(Your objective)
Take from the data every line in which the word "fillRect" is found.

Saved data entries
┌──
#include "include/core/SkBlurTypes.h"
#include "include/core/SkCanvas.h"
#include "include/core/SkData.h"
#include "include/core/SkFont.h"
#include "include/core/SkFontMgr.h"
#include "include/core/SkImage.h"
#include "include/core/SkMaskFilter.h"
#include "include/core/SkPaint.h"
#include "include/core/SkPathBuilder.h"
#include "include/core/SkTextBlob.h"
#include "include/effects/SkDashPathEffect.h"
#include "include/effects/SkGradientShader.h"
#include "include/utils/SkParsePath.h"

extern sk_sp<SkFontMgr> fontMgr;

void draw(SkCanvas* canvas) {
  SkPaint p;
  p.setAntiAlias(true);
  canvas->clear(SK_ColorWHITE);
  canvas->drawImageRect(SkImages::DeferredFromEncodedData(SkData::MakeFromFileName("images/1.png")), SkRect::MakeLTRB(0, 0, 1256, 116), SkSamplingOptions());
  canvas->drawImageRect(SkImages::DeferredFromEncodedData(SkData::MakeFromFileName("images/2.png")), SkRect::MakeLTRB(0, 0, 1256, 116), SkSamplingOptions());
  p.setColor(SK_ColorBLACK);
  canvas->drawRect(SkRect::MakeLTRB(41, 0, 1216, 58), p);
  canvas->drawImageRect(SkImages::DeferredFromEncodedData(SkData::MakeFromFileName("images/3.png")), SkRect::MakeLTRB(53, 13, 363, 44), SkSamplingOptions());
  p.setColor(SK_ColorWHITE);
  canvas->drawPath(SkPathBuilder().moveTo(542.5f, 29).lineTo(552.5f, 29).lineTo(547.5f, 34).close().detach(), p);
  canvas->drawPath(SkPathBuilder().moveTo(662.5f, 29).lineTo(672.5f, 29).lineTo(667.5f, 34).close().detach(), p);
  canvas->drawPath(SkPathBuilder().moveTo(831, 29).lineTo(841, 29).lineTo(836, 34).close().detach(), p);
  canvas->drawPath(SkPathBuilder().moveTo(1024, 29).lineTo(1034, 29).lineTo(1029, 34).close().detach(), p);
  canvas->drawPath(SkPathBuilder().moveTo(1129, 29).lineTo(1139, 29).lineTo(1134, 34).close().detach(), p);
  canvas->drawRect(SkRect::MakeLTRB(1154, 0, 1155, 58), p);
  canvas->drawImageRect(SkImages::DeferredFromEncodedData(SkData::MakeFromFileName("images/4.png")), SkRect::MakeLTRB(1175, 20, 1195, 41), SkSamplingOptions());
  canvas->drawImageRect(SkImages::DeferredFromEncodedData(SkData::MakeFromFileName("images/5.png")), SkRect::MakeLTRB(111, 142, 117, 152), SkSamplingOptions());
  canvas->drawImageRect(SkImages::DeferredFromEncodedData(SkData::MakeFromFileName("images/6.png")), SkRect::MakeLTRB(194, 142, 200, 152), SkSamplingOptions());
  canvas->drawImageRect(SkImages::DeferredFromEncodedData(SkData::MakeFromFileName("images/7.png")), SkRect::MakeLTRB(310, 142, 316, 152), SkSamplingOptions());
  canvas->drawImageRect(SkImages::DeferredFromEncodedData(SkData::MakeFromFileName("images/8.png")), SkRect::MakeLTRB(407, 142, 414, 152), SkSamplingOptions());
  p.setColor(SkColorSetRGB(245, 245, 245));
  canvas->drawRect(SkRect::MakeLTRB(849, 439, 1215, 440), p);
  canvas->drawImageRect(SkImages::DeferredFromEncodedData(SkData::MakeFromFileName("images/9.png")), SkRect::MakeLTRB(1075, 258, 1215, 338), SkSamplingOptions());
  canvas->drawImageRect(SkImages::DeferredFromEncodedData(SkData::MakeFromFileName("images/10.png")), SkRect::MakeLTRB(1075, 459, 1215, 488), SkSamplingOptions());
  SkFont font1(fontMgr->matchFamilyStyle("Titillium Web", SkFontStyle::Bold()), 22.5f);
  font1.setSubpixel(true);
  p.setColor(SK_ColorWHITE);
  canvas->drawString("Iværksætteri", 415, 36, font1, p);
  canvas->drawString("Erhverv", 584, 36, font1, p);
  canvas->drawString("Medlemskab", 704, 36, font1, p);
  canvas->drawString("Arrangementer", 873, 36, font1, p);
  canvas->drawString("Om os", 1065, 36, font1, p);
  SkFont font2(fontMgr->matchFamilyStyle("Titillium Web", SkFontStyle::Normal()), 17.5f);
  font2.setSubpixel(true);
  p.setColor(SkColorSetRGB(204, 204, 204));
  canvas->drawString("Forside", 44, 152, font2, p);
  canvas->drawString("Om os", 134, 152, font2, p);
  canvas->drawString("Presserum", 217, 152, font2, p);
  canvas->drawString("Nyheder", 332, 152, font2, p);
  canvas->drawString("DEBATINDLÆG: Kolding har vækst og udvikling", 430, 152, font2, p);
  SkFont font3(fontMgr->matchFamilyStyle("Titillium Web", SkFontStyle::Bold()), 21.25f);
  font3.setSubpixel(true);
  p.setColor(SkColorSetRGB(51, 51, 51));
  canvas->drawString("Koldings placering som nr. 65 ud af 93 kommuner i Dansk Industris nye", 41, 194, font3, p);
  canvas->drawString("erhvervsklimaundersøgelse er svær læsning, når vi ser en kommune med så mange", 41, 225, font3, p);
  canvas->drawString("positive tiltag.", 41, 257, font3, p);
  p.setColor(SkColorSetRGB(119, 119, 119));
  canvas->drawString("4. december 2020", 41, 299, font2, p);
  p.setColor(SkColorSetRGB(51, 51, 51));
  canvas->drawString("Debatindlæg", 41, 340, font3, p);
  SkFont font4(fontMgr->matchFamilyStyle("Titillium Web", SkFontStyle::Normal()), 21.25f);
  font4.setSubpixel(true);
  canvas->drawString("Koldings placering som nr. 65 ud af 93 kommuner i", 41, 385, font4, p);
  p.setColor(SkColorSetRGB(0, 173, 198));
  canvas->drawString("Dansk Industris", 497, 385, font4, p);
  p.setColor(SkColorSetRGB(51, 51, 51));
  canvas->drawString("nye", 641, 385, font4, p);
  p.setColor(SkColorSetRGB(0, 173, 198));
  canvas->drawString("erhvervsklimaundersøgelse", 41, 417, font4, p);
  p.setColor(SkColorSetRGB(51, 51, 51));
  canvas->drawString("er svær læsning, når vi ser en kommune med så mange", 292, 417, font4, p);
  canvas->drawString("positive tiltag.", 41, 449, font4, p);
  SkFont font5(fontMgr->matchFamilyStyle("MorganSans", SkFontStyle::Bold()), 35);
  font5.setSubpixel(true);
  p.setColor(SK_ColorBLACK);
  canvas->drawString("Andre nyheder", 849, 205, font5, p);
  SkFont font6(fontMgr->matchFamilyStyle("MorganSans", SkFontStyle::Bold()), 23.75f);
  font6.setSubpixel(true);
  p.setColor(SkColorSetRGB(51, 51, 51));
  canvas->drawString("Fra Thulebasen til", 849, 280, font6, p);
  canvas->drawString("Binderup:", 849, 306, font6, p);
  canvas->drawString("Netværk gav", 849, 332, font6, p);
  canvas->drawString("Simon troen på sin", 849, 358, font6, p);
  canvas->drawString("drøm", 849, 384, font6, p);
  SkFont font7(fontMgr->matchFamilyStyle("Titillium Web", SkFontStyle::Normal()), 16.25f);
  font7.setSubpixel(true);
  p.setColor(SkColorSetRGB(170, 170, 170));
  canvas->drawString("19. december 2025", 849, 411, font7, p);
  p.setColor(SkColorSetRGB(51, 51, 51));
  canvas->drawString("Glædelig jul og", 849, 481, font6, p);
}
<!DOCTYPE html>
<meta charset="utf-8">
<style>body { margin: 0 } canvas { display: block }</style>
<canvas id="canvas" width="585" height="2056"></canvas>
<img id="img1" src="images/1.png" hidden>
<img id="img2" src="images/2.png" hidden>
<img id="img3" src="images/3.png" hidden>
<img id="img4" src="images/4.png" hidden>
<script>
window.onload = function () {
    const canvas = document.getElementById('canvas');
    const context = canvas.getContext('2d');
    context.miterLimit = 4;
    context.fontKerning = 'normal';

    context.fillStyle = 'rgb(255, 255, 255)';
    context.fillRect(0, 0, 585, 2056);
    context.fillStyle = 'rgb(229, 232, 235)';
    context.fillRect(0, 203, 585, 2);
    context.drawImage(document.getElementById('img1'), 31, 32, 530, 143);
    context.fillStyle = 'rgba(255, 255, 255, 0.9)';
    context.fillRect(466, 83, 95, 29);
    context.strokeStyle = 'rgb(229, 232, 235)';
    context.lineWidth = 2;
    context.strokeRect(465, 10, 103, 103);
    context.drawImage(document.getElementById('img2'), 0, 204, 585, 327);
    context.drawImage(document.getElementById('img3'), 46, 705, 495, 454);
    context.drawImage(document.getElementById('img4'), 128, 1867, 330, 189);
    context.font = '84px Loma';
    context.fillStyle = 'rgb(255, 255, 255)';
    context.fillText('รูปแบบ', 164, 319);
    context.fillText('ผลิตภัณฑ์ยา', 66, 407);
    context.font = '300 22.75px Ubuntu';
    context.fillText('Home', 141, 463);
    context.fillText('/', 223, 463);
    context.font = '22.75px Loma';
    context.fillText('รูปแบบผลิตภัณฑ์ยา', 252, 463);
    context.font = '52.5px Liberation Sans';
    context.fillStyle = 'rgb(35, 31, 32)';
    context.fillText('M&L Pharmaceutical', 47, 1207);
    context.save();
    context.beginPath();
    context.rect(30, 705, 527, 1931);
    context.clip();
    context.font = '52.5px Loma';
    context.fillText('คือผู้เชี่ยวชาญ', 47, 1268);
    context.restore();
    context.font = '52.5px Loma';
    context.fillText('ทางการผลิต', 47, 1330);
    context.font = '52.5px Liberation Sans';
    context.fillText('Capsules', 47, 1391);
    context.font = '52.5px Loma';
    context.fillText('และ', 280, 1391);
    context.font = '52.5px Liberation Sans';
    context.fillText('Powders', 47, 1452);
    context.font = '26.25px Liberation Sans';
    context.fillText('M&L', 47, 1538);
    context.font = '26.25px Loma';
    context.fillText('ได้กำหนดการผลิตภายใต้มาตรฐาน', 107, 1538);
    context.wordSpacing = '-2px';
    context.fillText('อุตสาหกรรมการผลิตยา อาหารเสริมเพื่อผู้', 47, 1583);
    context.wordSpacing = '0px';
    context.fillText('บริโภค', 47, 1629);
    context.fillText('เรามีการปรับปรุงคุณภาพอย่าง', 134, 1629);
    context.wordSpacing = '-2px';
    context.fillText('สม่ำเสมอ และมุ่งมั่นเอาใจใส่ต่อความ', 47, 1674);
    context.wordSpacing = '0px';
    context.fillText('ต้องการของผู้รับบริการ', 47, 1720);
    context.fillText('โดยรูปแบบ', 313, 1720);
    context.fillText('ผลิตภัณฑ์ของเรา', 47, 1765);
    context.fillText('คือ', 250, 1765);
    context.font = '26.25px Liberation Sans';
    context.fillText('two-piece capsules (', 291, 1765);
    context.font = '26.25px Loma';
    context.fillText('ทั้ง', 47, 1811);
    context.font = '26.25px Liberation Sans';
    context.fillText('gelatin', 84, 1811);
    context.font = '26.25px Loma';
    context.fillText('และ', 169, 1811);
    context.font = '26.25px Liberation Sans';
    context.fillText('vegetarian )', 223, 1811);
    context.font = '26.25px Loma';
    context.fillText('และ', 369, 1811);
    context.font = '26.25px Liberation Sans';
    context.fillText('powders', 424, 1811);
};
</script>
└──
(Reply)
    context.fillRect(0, 0, 585, 2056);
    context.fillRect(0, 203, 585, 2);
    context.fillRect(466, 83, 95, 29);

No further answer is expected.